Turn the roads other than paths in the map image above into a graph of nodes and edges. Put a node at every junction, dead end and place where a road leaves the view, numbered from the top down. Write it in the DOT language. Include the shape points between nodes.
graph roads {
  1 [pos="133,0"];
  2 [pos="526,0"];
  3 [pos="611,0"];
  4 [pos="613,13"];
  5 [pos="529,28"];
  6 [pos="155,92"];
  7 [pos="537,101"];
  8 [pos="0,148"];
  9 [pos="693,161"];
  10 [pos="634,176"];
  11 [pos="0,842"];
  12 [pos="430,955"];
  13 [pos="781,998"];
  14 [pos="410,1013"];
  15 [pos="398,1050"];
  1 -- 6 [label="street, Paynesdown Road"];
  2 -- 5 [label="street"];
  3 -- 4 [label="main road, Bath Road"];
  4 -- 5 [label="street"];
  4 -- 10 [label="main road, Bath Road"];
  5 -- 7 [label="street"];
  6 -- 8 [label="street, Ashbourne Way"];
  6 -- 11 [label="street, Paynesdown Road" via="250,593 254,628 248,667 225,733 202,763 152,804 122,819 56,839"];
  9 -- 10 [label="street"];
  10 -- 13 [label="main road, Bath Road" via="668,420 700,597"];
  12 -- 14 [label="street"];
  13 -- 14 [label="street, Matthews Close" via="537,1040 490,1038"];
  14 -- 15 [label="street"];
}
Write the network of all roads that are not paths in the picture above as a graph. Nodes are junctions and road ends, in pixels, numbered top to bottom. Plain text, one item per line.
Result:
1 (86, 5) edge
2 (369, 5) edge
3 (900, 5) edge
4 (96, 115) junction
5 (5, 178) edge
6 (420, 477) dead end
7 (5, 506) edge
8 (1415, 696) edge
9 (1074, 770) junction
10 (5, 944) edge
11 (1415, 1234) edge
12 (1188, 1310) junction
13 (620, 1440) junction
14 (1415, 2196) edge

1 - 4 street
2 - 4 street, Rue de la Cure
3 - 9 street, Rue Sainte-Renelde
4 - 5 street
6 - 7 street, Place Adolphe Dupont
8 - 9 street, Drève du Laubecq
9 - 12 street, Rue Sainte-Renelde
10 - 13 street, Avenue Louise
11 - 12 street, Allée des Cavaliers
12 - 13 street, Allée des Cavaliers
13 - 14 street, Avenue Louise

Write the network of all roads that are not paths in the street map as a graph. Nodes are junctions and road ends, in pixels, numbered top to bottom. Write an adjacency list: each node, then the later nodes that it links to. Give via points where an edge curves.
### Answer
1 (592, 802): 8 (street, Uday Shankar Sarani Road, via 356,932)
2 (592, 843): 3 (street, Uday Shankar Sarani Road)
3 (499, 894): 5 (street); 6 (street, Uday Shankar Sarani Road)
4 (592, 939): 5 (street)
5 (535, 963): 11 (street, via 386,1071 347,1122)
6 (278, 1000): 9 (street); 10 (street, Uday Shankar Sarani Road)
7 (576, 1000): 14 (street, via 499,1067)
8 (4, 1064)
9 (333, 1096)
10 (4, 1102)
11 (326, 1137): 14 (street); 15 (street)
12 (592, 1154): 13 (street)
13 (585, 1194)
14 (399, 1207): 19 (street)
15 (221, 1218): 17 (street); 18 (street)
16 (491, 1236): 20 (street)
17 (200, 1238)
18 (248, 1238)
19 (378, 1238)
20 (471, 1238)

+--

* **Problem description**
Lines holding the string "network": find them in the listing above and copy each one.

* **Response to the task**
Write the network of all roads that are not paths in the picture above as a graph. Nodes are junctions and road ends, in pixels, numbered top to bottom. Plain text, one item per line.
Write the network of all roads that are not paths in the street map as a graph. Nodes are junctions and road ends, in pixels, numbered top to bottom. Write an adjacency list: each node, then the later nodes that it links to. Give via points where an edge curves.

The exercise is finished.